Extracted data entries
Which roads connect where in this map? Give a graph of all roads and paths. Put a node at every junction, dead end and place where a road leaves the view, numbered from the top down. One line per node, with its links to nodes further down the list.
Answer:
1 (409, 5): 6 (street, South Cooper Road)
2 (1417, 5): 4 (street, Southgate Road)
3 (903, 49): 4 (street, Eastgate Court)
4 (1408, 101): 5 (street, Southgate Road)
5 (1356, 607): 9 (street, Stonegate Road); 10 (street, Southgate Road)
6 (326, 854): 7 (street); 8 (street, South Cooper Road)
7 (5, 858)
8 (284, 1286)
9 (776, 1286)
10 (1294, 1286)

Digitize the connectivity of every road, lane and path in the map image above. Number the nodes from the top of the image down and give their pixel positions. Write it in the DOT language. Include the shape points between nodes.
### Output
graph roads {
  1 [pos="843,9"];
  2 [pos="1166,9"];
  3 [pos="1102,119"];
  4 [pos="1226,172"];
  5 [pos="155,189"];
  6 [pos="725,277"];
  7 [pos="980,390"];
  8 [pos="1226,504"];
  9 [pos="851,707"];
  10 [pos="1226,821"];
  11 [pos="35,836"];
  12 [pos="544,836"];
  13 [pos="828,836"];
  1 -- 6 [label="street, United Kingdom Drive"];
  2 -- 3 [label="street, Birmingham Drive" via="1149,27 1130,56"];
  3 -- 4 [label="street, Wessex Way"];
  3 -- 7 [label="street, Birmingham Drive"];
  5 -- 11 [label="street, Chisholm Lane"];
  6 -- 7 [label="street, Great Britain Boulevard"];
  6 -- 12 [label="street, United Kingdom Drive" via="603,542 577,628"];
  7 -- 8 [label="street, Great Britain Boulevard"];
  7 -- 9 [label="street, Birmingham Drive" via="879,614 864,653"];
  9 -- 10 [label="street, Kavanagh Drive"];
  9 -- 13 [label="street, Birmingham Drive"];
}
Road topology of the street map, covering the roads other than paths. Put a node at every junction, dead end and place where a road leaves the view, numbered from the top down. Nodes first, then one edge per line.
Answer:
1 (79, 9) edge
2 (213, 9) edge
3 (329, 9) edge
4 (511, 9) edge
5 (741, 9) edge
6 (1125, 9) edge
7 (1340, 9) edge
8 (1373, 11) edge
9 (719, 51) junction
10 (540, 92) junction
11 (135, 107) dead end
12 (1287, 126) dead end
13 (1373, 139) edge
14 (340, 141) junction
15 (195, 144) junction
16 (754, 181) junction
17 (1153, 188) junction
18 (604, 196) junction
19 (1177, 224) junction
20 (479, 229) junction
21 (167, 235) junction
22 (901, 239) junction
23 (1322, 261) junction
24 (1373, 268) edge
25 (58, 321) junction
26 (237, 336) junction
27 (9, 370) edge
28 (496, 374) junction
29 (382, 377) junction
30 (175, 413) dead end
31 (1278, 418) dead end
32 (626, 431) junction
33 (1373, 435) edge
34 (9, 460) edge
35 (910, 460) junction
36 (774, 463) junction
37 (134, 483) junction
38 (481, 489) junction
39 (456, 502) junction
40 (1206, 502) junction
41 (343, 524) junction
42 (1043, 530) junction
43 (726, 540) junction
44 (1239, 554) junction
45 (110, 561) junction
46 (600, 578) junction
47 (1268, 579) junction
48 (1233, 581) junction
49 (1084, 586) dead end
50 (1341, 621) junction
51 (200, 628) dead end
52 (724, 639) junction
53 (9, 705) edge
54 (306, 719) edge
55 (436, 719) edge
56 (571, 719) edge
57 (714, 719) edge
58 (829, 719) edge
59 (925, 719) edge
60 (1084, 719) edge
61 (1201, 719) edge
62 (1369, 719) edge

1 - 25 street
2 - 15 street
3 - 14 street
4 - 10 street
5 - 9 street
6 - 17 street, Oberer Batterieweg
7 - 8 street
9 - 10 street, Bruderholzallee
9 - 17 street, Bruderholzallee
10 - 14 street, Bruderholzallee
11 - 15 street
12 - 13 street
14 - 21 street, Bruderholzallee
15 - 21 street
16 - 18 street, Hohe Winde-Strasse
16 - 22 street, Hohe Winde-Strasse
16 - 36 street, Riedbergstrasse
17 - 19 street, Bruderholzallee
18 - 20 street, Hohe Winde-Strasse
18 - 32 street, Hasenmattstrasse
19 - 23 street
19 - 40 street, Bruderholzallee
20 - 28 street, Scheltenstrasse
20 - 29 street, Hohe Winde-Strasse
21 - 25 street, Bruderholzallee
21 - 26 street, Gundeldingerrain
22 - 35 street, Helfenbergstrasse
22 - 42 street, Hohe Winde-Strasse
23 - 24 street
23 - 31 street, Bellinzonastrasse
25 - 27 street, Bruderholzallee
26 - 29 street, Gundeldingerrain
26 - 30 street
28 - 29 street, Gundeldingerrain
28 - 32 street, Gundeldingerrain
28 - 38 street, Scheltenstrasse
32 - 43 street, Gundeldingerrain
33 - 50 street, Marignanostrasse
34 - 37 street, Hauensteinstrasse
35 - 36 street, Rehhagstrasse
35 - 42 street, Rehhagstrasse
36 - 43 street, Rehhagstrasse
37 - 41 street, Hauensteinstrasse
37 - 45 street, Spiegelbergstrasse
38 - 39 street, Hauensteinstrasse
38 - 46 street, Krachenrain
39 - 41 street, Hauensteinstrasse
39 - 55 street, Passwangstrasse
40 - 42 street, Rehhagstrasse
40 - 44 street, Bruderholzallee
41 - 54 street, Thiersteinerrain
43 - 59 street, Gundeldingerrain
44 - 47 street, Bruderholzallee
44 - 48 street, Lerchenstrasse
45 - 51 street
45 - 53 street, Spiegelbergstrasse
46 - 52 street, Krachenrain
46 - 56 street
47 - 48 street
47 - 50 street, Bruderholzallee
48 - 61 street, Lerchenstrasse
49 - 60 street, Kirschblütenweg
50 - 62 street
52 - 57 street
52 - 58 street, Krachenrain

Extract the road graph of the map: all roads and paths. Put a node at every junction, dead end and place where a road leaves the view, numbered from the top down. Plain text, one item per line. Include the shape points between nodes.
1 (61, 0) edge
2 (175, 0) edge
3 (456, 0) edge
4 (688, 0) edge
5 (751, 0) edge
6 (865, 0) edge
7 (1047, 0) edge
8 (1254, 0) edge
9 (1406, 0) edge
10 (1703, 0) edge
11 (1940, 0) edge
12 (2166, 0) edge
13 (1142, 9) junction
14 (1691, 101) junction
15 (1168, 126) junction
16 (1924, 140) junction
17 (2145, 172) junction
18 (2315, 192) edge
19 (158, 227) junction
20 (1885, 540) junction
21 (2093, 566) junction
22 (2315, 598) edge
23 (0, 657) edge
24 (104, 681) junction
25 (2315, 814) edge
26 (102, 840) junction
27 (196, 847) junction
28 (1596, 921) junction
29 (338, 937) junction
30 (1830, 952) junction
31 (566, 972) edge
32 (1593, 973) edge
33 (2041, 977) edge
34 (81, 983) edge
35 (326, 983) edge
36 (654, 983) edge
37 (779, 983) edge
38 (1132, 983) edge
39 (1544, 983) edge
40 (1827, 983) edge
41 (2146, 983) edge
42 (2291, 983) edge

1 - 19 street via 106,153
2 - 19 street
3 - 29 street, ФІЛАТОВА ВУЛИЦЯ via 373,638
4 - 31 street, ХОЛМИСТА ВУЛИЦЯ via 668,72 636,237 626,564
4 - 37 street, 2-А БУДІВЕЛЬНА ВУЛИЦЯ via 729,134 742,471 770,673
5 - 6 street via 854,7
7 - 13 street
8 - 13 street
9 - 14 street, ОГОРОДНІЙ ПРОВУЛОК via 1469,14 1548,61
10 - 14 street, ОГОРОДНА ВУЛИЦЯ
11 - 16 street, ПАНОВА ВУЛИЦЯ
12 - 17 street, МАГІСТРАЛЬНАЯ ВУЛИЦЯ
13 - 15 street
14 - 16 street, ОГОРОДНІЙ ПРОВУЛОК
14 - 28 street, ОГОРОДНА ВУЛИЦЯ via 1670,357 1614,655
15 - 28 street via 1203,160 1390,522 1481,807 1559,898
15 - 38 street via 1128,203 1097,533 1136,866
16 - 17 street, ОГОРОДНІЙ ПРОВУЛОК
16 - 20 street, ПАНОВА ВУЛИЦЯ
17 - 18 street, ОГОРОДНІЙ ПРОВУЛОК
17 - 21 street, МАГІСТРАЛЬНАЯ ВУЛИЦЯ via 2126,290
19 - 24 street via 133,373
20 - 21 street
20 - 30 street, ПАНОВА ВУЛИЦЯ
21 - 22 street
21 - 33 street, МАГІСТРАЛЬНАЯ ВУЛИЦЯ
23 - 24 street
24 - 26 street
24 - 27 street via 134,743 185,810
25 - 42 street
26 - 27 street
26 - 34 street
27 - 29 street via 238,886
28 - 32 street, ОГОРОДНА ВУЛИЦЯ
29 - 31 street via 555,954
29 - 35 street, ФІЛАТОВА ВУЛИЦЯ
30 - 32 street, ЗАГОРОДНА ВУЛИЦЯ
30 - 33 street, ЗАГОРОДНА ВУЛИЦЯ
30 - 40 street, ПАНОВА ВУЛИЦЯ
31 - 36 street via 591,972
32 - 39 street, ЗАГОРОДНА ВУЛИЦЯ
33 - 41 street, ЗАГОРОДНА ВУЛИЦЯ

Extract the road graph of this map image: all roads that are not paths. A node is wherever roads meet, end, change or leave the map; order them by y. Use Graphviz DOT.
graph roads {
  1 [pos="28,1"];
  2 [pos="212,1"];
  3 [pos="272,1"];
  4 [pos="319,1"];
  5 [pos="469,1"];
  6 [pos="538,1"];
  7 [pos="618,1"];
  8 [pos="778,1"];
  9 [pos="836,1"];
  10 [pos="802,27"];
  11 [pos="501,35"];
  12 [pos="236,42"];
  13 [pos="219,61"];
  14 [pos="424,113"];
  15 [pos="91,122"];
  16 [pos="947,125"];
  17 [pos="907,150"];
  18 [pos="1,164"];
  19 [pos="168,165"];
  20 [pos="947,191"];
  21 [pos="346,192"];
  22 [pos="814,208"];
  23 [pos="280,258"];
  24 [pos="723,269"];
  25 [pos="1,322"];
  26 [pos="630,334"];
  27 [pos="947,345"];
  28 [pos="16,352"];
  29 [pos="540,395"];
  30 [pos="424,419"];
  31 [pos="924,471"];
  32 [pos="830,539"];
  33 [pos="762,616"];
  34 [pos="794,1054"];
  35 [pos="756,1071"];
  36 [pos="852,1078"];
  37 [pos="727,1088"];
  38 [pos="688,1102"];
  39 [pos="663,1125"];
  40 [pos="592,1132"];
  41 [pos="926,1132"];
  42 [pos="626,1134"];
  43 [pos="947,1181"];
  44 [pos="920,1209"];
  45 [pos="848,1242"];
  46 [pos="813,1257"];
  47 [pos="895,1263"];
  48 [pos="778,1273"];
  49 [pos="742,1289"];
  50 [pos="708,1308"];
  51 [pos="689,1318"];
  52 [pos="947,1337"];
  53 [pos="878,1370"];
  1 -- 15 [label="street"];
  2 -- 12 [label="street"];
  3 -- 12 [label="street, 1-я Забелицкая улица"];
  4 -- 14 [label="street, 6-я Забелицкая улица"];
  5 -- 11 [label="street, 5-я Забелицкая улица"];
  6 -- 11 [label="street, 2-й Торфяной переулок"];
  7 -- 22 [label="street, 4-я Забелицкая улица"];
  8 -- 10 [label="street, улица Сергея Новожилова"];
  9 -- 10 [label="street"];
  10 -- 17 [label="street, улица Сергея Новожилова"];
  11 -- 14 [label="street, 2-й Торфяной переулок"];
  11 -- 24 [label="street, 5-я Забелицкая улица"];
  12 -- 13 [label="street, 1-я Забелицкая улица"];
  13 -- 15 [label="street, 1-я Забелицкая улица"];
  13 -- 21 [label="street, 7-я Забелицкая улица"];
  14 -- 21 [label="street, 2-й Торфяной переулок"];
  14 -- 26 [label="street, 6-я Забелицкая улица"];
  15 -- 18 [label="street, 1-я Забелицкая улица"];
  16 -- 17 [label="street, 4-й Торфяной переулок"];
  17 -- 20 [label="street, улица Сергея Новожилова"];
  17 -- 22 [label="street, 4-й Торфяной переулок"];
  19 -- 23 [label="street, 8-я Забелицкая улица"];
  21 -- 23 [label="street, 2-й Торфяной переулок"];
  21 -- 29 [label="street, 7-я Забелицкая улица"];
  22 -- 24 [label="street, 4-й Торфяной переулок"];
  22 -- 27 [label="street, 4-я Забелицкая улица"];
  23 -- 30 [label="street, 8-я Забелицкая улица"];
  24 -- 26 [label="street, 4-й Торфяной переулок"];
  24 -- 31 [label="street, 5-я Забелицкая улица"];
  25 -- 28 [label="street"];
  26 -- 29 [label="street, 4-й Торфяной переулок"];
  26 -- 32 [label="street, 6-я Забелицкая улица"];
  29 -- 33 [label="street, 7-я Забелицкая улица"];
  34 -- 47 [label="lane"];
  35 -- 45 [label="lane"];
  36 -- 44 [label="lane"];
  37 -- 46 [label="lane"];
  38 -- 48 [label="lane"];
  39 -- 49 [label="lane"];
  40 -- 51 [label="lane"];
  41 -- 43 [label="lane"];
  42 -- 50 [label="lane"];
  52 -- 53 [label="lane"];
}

_Work instructions_:
Starting with the first line of the records, repeat every line up to and including the one containing "Digitize the connectivity", and nothing else.

_Response for this exercise_:
Which roads connect where in this map? Give a graph of all roads and paths. Put a node at every junction, dead end and place where a road leaves the view, numbered from the top down. One line per node, with its links to nodes further down the list.
Answer:
1 (409, 5): 6 (street, South Cooper Road)
2 (1417, 5): 4 (street, Southgate Road)
3 (903, 49): 4 (street, Eastgate Court)
4 (1408, 101): 5 (street, Southgate Road)
5 (1356, 607): 9 (street, Stonegate Road); 10 (street, Southgate Road)
6 (326, 854): 7 (street); 8 (street, South Cooper Road)
7 (5, 858)
8 (284, 1286)
9 (776, 1286)
10 (1294, 1286)

Digitize the connectivity of every road, lane and path in the map image above. Number the nodes from the top of the image down and give their pixel positions. Write it in the DOT language. Include the shape points between nodes.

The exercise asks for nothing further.